Attenzione alle parole ingannevoli. Questo è un fondamento essenziale della buona didattica, di cui i professori dovrebbero ricordarsi anche quando diventano ministri. Specie allorché le parole ingannevoli si traducono in stereotipi, luoghi comuni che scacciano la moneta buona con quella cattiva. Si prendano due espressioni idiomatiche ricorrenti: garantiti/non garantiti, insiders-outsiders. Chi sarebbero i garantiti? I lavoratori della Fiat, compresi quelli di Termini Imerese, tutti coperti dall’articolo18? Nel settore privato nessuno è garantito, come le cronache della crisi rendono evidente. Quelli del settore pubblico e parapubblico? Lì non c’è bisogno di abrogare l’articolo 18 per licenziare i famosi fannulloni: basterebbe applicare quella norma e licenziare per giusta causa o giustificato motivo quelli che non fanno il loro dovere, a partire dal numero incalcolabile di quanti sono entrati nella pubblica amministrazione nell’ultimo decennio grazie allo spoyl sistem e alle assunzioni clientelari.

Ma le due formule per eccellenza ingannevoli sono oggi flexsecurity e contratto unico. Infatti, il cosiddetto contratto unico sarebbe in realtà un contratto in più da aggiungersi alla pletora dei contratti precari (il contratto a termine, la
somministrazione, il lavoro a chiamata, le collaborazioni ecc.). Un contratto aggiuntivo, quindi. Altamente insicuro perché privo di tutele nei confronti del
licenziamento ingiustificato. Cosicché la celebrata flexsecurity diventa subito flexinsecurity. Si aggiungerebbe quindi un nuovo dualismo alle molte frammentazioni che affliggono il mercato del lavoro italiano.

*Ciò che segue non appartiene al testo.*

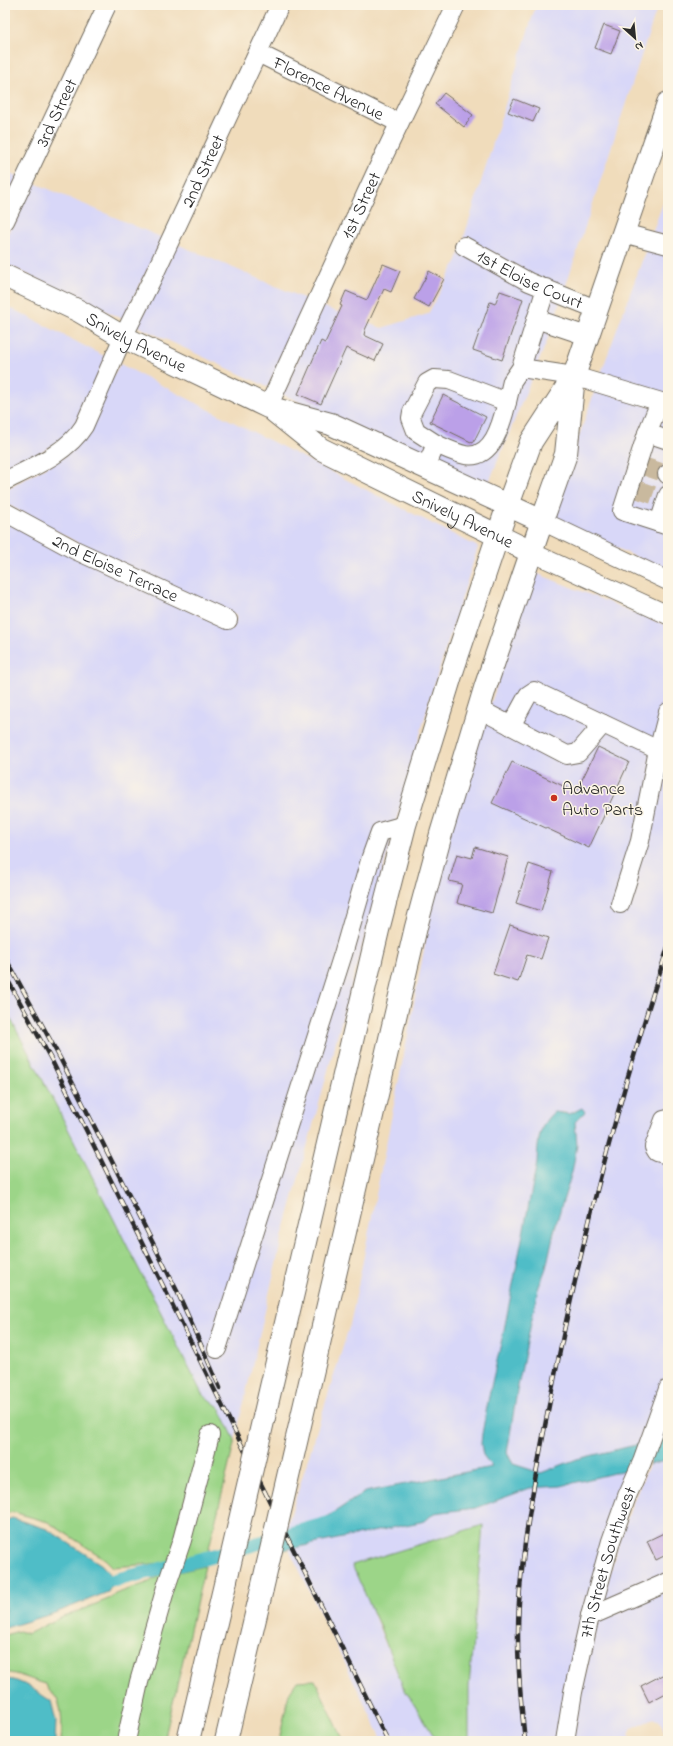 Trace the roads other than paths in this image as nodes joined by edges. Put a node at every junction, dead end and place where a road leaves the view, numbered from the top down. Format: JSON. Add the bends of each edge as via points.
{"nodes":[{"id":1,"x":107,"y":5,"type":"edge"},
{"id":2,"x":280,"y":5,"type":"edge"},
{"id":3,"x":456,"y":5,"type":"edge"},
{"id":4,"x":258,"y":53,"type":"junction"},
{"id":5,"x":668,"y":103,"type":"edge"},
{"id":6,"x":399,"y":123,"type":"junction"},
{"id":7,"x":5,"y":221,"type":"edge"},
{"id":8,"x":623,"y":232,"type":"junction"},
{"id":9,"x":668,"y":245,"type":"edge"},
{"id":10,"x":464,"y":246,"type":"dead end"},
{"id":11,"x":5,"y":276,"type":"edge"},
{"id":12,"x":546,"y":288,"type":"junction"},
{"id":13,"x":596,"y":309,"type":"junction"},
{"id":14,"x":536,"y":319,"type":"junction"},
{"id":15,"x":587,"y":336,"type":"junction"},
{"id":16,"x":123,"y":337,"type":"junction"},
{"id":17,"x":521,"y":368,"type":"junction"},
{"id":18,"x":574,"y":376,"type":"junction"},
{"id":19,"x":507,"y":402,"type":"junction"},
{"id":20,"x":664,"y":403,"type":"edge"},
{"id":21,"x":268,"y":406,"type":"junction"},
{"id":22,"x":646,"y":433,"type":"junction"},
{"id":23,"x":668,"y":440,"type":"edge"},
{"id":24,"x":436,"y":444,"type":"junction"},
{"id":25,"x":426,"y":467,"type":"junction"},
{"id":26,"x":5,"y":481,"type":"edge"},
{"id":27,"x":665,"y":497,"type":"edge"},
{"id":28,"x":508,"y":505,"type":"junction"},
{"id":29,"x":5,"y":512,"type":"edge"},
{"id":30,"x":542,"y":521,"type":"junction"},
{"id":31,"x":663,"y":524,"type":"edge"},
{"id":32,"x":497,"y":535,"type":"junction"},
{"id":33,"x":531,"y":552,"type":"junction"},
{"id":34,"x":668,"y":580,"type":"edge"},
{"id":35,"x":668,"y":615,"type":"edge"},
{"id":36,"x":228,"y":620,"type":"dead end"},
{"id":37,"x":479,"y":709,"type":"junction"},
{"id":38,"x":668,"y":712,"type":"edge"},
{"id":39,"x":603,"y":724,"type":"junction"},
{"id":40,"x":511,"y":726,"type":"junction"},
{"id":41,"x":658,"y":750,"type":"junction"},
{"id":42,"x":405,"y":825,"type":"junction"},
{"id":43,"x":620,"y":904,"type":"dead end"},
{"id":44,"x":668,"y":1119,"type":"edge"},
{"id":45,"x":668,"y":1155,"type":"edge"},
{"id":46,"x":217,"y":1349,"type":"dead end"},
{"id":47,"x":668,"y":1389,"type":"edge"},
{"id":48,"x":210,"y":1435,"type":"dead end"},
{"id":49,"x":668,"y":1582,"type":"edge"},
{"id":50,"x":590,"y":1616,"type":"junction"},
{"id":51,"x":126,"y":1741,"type":"edge"},
{"id":52,"x":188,"y":1741,"type":"edge"},
{"id":53,"x":226,"y":1741,"type":"edge"},
{"id":54,"x":565,"y":1741,"type":"edge"}],
"edges":[{"from":1,"to":7,"type":"street","name":"3rd Street"},
{"from":2,"to":4,"type":"street","name":"2nd Street"},
{"from":3,"to":6,"type":"street","name":"1st Street"},
{"from":4,"to":6,"type":"street","name":"Florence Avenue"},
{"from":4,"to":16,"type":"street","name":"2nd Street"},
{"from":5,"to":8,"type":"main road"},
{"from":6,"to":21,"type":"street","name":"1st Street"},
{"from":8,"to":9,"type":"street"},
{"from":8,"to":13,"type":"main road"},
{"from":10,"to":12,"type":"street","name":"1st Eloise Court","via":[[529,282]]},
{"from":11,"to":16,"type":"main road","name":"Snively Avenue"},
{"from":12,"to":13,"type":"street","name":"1st Eloise Court"},
{"from":12,"to":14,"type":"street"},
{"from":13,"to":15,"type":"main road"},
{"from":14,"to":15,"type":"street"},
{"from":14,"to":17,"type":"street"},
{"from":15,"to":18,"type":"main road"},
{"from":16,"to":21,"type":"main road","name":"Snively Avenue"},
{"from":16,"to":26,"type":"street","name":"2nd Street","via":[[78,436],[61,450]]},
{"from":17,"to":18,"type":"street"},
{"from":17,"to":19,"type":"street","via":[[512,381]]},
{"from":18,"to":20,"type":"street"},
{"from":18,"to":28,"type":"main road","via":[[531,442]]},
{"from":18,"to":30,"type":"main road","via":[[566,454]]},
{"from":19,"to":24,"type":"street","via":[[495,436],[482,452],[465,455]]},
{"from":19,"to":24,"type":"street","via":[[448,380],[434,379],[426,383],[411,418],[416,431]]},
{"from":20,"to":22,"type":"street"},
{"from":21,"to":25,"type":"main road","name":"Snively Avenue","via":[[331,424]]},
{"from":21,"to":32,"type":"main road","name":"Snively Avenue","via":[[321,449]]},
{"from":22,"to":23,"type":"street"},
{"from":22,"to":31,"type":"street","via":[[633,488],[622,511]]},
{"from":24,"to":25,"type":"street"},
{"from":25,"to":28,"type":"main road","name":"Snively Avenue"},
{"from":27,"to":31,"type":"street"},
{"from":28,"to":30,"type":"main road","name":"Snively Avenue"},
{"from":28,"to":32,"type":"main road"},
{"from":29,"to":36,"type":"street","name":"2nd Eloise Terrace","via":[[75,550]]},
{"from":30,"to":33,"type":"main road"},
{"from":30,"to":34,"type":"street","name":"Snively Avenue"},
{"from":32,"to":33,"type":"main road","name":"Snively Avenue"},
{"from":32,"to":42,"type":"main road","via":[[452,669]]},
{"from":33,"to":35,"type":"street","name":"Snively Avenue"},
{"from":33,"to":37,"type":"main road"},
{"from":37,"to":40,"type":"street"},
{"from":37,"to":53,"type":"main road","bridge":true,"via":[[416,927]]},
{"from":38,"to":41,"type":"street"},
{"from":39,"to":40,"type":"street","via":[[578,753],[567,755]]},
{"from":39,"to":40,"type":"street","via":[[534,691],[528,695]]},
{"from":39,"to":41,"type":"street"},
{"from":41,"to":43,"type":"street","via":[[640,841]]},
{"from":42,"to":46,"type":"street","via":[[380,832],[371,857],[343,954]]},
{"from":42,"to":52,"type":"main road","bridge":true,"via":[[378,930]]},
{"from":44,"to":45,"type":"street","via":[[664,1120],[654,1147],[657,1152]]},
{"from":47,"to":50,"type":"street","name":"7th Street Southwest","via":[[611,1542]]},
{"from":48,"to":51,"type":"street","via":[[182,1540],[139,1682]]},
{"from":49,"to":50,"type":"street"},
{"from":50,"to":54,"type":"street","name":"7th Street Southwest"}]} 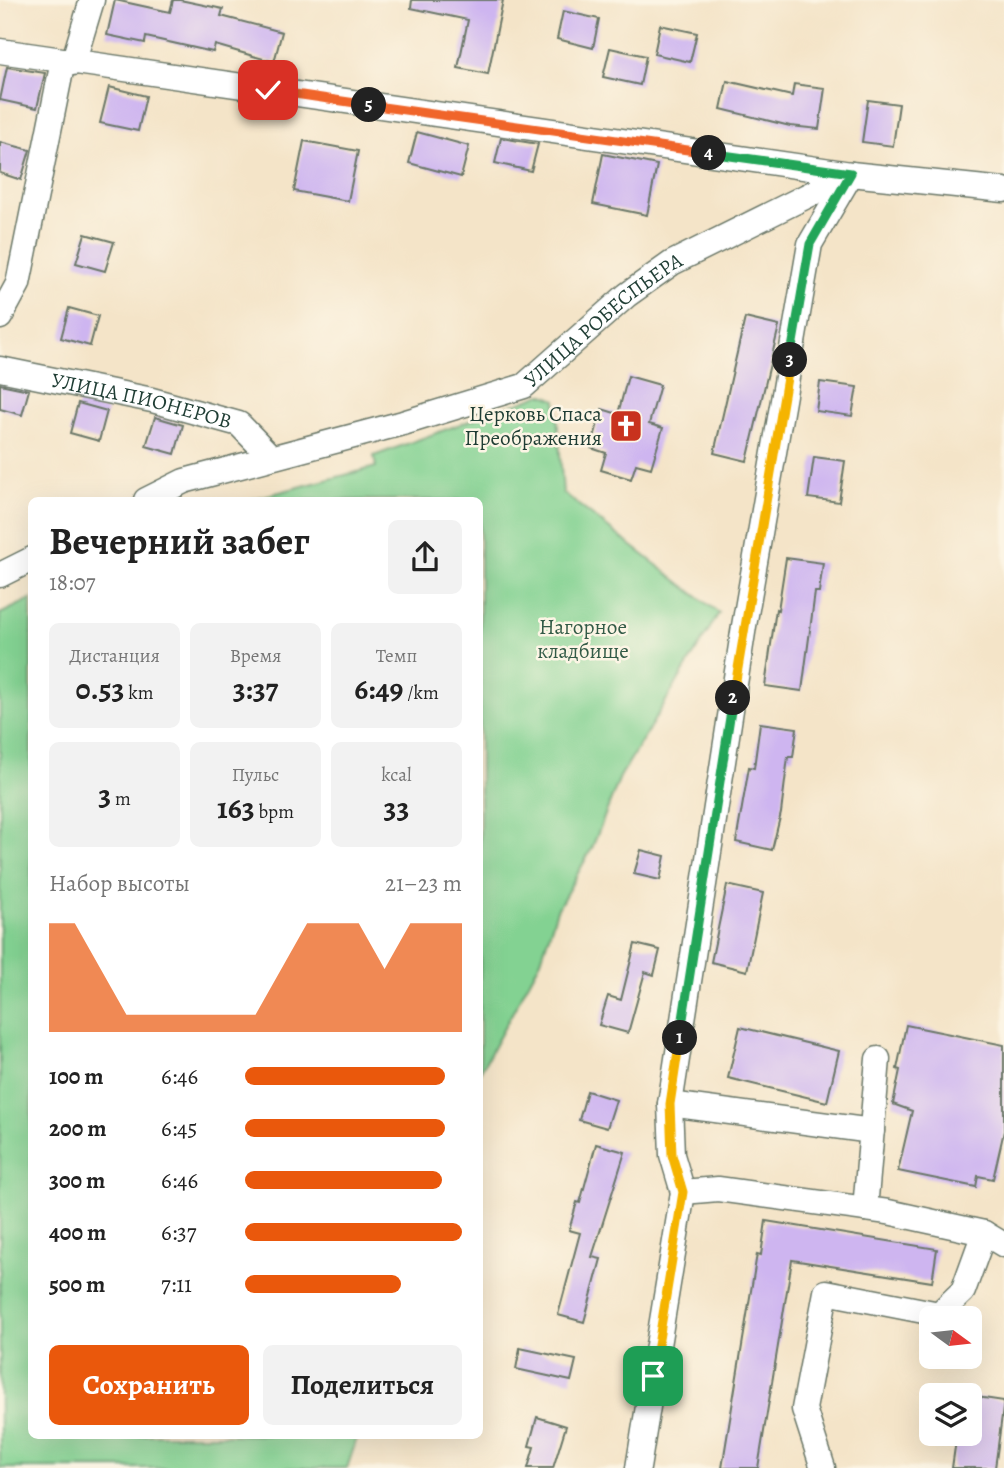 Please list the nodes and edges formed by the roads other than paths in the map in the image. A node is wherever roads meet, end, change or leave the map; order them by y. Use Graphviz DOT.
graph roads {
  1 [pos="92,0"];
  2 [pos="0,51"];
  3 [pos="68,62"];
  4 [pos="851,173"];
  5 [pos="1004,190"];
  6 [pos="0,317"];
  7 [pos="0,369"];
  8 [pos="271,457"];
  9 [pos="152,497"];
  10 [pos="28,561"];
  11 [pos="0,575"];
  12 [pos="878,1059"];
  13 [pos="670,1104"];
  14 [pos="872,1131"];
  15 [pos="683,1192"];
  16 [pos="865,1209"];
  17 [pos="997,1235"];
  18 [pos="638,1468"];
  19 [pos="823,1468"];
  1 -- 3 [label="street"];
  2 -- 3 [label="street"];
  3 -- 4 [label="street"];
  3 -- 6 [label="street"];
  4 -- 5 [label="street"];
  4 -- 8 [label="street, УЛИЦА РОБЕСПЬЕРА"];
  4 -- 13 [label="street"];
  7 -- 8 [label="street, УЛИЦА ПИОНЕРОВ"];
  8 -- 9 [label="street, УЛИЦА РОБЕСПЬЕРА"];
  10 -- 11 [label="street"];
  12 -- 14 [label="street"];
  13 -- 14 [label="street"];
  13 -- 15 [label="street"];
  14 -- 16 [label="street"];
  15 -- 16 [label="street"];
  15 -- 18 [label="street"];
  16 -- 17 [label="street"];
  17 -- 19 [label="street"];
}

Altro che totem dell’articolo18. Il vero totem è costituito dalla falsa, smentita da tutte le statistiche serie, idea secondo cui per favorire le assunzioni si dovrebbero liberalizzare i licenziamenti. Non serve molto per intendere che, specie in una fase di crisi, tra i due termini c’è una certa contraddizione. Non dissimile da quella insita nella decisione di prolungare l’età pensionabile degli occupati per aprire il mercato ai giovani.

Salvo scordare che se si liberalizzassero i licenziamenti i candidati sarebbero proprio quegli ultracinquantenni per cui si è prolungata l’età lavorativa: proprio quei padri che non si sa che cosa dovrebbero restituire ai figli, non avendo più nulla da dare. Dovrebbe invece essere ben chiara una distinzione: la differenza radicale che corre tra sacrifici economici e sfera dei diritti di fondo, su cui si basa
uno Stato di diritto degno di questo nome. Dalla crisi in corso usciremo con buona probabilità più poveri. Bisogna con ogni mezzo evitare che ne si esca anche più incivili.